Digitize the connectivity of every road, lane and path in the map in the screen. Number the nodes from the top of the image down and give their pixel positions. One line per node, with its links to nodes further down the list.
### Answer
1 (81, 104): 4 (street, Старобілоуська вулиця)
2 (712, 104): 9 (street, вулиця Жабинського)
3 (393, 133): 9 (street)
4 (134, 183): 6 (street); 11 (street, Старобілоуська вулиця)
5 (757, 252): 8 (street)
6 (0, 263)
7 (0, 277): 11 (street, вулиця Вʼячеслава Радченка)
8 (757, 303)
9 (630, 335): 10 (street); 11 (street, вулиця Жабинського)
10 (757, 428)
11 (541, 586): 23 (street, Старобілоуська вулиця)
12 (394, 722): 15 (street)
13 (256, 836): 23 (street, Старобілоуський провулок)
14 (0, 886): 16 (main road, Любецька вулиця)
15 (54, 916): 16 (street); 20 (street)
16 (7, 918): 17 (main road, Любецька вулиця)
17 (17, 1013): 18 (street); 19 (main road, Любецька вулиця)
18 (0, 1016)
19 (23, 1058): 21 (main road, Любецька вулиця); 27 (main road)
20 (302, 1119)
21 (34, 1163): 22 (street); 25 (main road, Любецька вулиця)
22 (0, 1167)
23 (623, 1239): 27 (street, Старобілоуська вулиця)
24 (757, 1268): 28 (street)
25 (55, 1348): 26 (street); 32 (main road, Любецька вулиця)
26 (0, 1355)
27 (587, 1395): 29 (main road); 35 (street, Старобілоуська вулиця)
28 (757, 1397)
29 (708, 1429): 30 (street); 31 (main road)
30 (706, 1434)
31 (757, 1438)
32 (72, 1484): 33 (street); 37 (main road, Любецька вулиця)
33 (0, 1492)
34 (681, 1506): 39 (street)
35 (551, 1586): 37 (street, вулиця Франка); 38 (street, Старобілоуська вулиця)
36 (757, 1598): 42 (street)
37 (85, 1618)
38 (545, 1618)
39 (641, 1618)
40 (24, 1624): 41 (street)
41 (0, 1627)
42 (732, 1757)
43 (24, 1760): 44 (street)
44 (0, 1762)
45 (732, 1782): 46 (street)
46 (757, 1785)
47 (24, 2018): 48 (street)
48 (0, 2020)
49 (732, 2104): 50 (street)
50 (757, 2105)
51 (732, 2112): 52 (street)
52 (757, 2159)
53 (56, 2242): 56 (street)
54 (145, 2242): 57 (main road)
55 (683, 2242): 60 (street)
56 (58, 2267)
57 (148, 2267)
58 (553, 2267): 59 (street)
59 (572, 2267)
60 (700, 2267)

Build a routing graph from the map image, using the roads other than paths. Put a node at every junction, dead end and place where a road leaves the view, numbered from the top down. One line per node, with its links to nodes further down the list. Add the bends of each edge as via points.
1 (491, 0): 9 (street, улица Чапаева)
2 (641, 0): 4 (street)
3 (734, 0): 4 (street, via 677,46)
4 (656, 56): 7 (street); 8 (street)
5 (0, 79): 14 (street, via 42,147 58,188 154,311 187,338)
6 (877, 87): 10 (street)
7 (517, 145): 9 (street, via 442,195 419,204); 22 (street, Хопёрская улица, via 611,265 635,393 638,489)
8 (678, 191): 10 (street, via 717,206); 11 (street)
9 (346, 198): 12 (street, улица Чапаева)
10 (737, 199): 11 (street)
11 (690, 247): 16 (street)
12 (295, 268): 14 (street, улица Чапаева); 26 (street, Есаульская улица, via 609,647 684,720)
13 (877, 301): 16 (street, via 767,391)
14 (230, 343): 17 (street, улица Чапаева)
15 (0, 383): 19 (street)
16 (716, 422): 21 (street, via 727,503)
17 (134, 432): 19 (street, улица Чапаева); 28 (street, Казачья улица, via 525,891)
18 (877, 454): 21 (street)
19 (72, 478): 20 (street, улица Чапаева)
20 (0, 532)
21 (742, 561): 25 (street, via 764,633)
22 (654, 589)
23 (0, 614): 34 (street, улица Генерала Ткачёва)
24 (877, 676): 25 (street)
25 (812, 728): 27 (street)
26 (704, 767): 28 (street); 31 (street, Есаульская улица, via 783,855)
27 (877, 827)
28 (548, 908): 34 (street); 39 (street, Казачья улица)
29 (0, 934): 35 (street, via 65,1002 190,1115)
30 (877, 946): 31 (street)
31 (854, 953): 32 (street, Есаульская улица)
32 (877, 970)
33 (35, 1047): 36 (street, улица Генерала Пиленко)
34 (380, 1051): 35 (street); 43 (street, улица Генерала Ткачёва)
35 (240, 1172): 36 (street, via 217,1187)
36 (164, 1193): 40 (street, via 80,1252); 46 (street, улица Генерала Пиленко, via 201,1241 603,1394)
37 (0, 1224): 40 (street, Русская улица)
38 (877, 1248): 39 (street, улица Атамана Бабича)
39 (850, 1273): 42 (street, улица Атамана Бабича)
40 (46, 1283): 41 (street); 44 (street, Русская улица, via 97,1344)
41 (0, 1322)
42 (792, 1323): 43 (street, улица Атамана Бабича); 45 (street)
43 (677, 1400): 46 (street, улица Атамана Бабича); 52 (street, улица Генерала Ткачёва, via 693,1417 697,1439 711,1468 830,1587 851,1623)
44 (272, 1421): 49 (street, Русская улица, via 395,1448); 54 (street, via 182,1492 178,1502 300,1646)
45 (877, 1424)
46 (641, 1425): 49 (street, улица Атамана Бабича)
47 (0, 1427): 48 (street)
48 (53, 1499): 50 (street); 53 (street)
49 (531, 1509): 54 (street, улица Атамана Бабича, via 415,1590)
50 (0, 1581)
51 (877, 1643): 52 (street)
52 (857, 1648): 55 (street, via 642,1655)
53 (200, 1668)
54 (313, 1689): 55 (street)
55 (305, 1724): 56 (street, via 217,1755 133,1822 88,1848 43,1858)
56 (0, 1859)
* * *
### Exercise objective
Your answer must be the full listing above, reproduced exactly.

### Solution
Digitize the connectivity of every road, lane and path in the map in the screen. Number the nodes from the top of the image down and give their pixel positions. One line per node, with its links to nodes further down the list.
### Answer
1 (81, 104): 4 (street, Старобілоуська вулиця)
2 (712, 104): 9 (street, вулиця Жабинського)
3 (393, 133): 9 (street)
4 (134, 183): 6 (street); 11 (street, Старобілоуська вулиця)
5 (757, 252): 8 (street)
6 (0, 263)
7 (0, 277): 11 (street, вулиця Вʼячеслава Радченка)
8 (757, 303)
9 (630, 335): 10 (street); 11 (street, вулиця Жабинського)
10 (757, 428)
11 (541, 586): 23 (street, Старобілоуська вулиця)
12 (394, 722): 15 (street)
13 (256, 836): 23 (street, Старобілоуський провулок)
14 (0, 886): 16 (main road, Любецька вулиця)
15 (54, 916): 16 (street); 20 (street)
16 (7, 918): 17 (main road, Любецька вулиця)
17 (17, 1013): 18 (street); 19 (main road, Любецька вулиця)
18 (0, 1016)
19 (23, 1058): 21 (main road, Любецька вулиця); 27 (main road)
20 (302, 1119)
21 (34, 1163): 22 (street); 25 (main road, Любецька вулиця)
22 (0, 1167)
23 (623, 1239): 27 (street, Старобілоуська вулиця)
24 (757, 1268): 28 (street)
25 (55, 1348): 26 (street); 32 (main road, Любецька вулиця)
26 (0, 1355)
27 (587, 1395): 29 (main road); 35 (street, Старобілоуська вулиця)
28 (757, 1397)
29 (708, 1429): 30 (street); 31 (main road)
30 (706, 1434)
31 (757, 1438)
32 (72, 1484): 33 (street); 37 (main road, Любецька вулиця)
33 (0, 1492)
34 (681, 1506): 39 (street)
35 (551, 1586): 37 (street, вулиця Франка); 38 (street, Старобілоуська вулиця)
36 (757, 1598): 42 (street)
37 (85, 1618)
38 (545, 1618)
39 (641, 1618)
40 (24, 1624): 41 (street)
41 (0, 1627)
42 (732, 1757)
43 (24, 1760): 44 (street)
44 (0, 1762)
45 (732, 1782): 46 (street)
46 (757, 1785)
47 (24, 2018): 48 (street)
48 (0, 2020)
49 (732, 2104): 50 (street)
50 (757, 2105)
51 (732, 2112): 52 (street)
52 (757, 2159)
53 (56, 2242): 56 (street)
54 (145, 2242): 57 (main road)
55 (683, 2242): 60 (street)
56 (58, 2267)
57 (148, 2267)
58 (553, 2267): 59 (street)
59 (572, 2267)
60 (700, 2267)

Build a routing graph from the map image, using the roads other than paths. Put a node at every junction, dead end and place where a road leaves the view, numbered from the top down. One line per node, with its links to nodes further down the list. Add the bends of each edge as via points.
1 (491, 0): 9 (street, улица Чапаева)
2 (641, 0): 4 (street)
3 (734, 0): 4 (street, via 677,46)
4 (656, 56): 7 (street); 8 (street)
5 (0, 79): 14 (street, via 42,147 58,188 154,311 187,338)
6 (877, 87): 10 (street)
7 (517, 145): 9 (street, via 442,195 419,204); 22 (street, Хопёрская улица, via 611,265 635,393 638,489)
8 (678, 191): 10 (street, via 717,206); 11 (street)
9 (346, 198): 12 (street, улица Чапаева)
10 (737, 199): 11 (street)
11 (690, 247): 16 (street)
12 (295, 268): 14 (street, улица Чапаева); 26 (street, Есаульская улица, via 609,647 684,720)
13 (877, 301): 16 (street, via 767,391)
14 (230, 343): 17 (street, улица Чапаева)
15 (0, 383): 19 (street)
16 (716, 422): 21 (street, via 727,503)
17 (134, 432): 19 (street, улица Чапаева); 28 (street, Казачья улица, via 525,891)
18 (877, 454): 21 (street)
19 (72, 478): 20 (street, улица Чапаева)
20 (0, 532)
21 (742, 561): 25 (street, via 764,633)
22 (654, 589)
23 (0, 614): 34 (street, улица Генерала Ткачёва)
24 (877, 676): 25 (street)
25 (812, 728): 27 (street)
26 (704, 767): 28 (street); 31 (street, Есаульская улица, via 783,855)
27 (877, 827)
28 (548, 908): 34 (street); 39 (street, Казачья улица)
29 (0, 934): 35 (street, via 65,1002 190,1115)
30 (877, 946): 31 (street)
31 (854, 953): 32 (street, Есаульская улица)
32 (877, 970)
33 (35, 1047): 36 (street, улица Генерала Пиленко)
34 (380, 1051): 35 (street); 43 (street, улица Генерала Ткачёва)
35 (240, 1172): 36 (street, via 217,1187)
36 (164, 1193): 40 (street, via 80,1252); 46 (street, улица Генерала Пиленко, via 201,1241 603,1394)
37 (0, 1224): 40 (street, Русская улица)
38 (877, 1248): 39 (street, улица Атамана Бабича)
39 (850, 1273): 42 (street, улица Атамана Бабича)
40 (46, 1283): 41 (street); 44 (street, Русская улица, via 97,1344)
41 (0, 1322)
42 (792, 1323): 43 (street, улица Атамана Бабича); 45 (street)
43 (677, 1400): 46 (street, улица Атамана Бабича); 52 (street, улица Генерала Ткачёва, via 693,1417 697,1439 711,1468 830,1587 851,1623)
44 (272, 1421): 49 (street, Русская улица, via 395,1448); 54 (street, via 182,1492 178,1502 300,1646)
45 (877, 1424)
46 (641, 1425): 49 (street, улица Атамана Бабича)
47 (0, 1427): 48 (street)
48 (53, 1499): 50 (street); 53 (street)
49 (531, 1509): 54 (street, улица Атамана Бабича, via 415,1590)
50 (0, 1581)
51 (877, 1643): 52 (street)
52 (857, 1648): 55 (street, via 642,1655)
53 (200, 1668)
54 (313, 1689): 55 (street)
55 (305, 1724): 56 (street, via 217,1755 133,1822 88,1848 43,1858)
56 (0, 1859)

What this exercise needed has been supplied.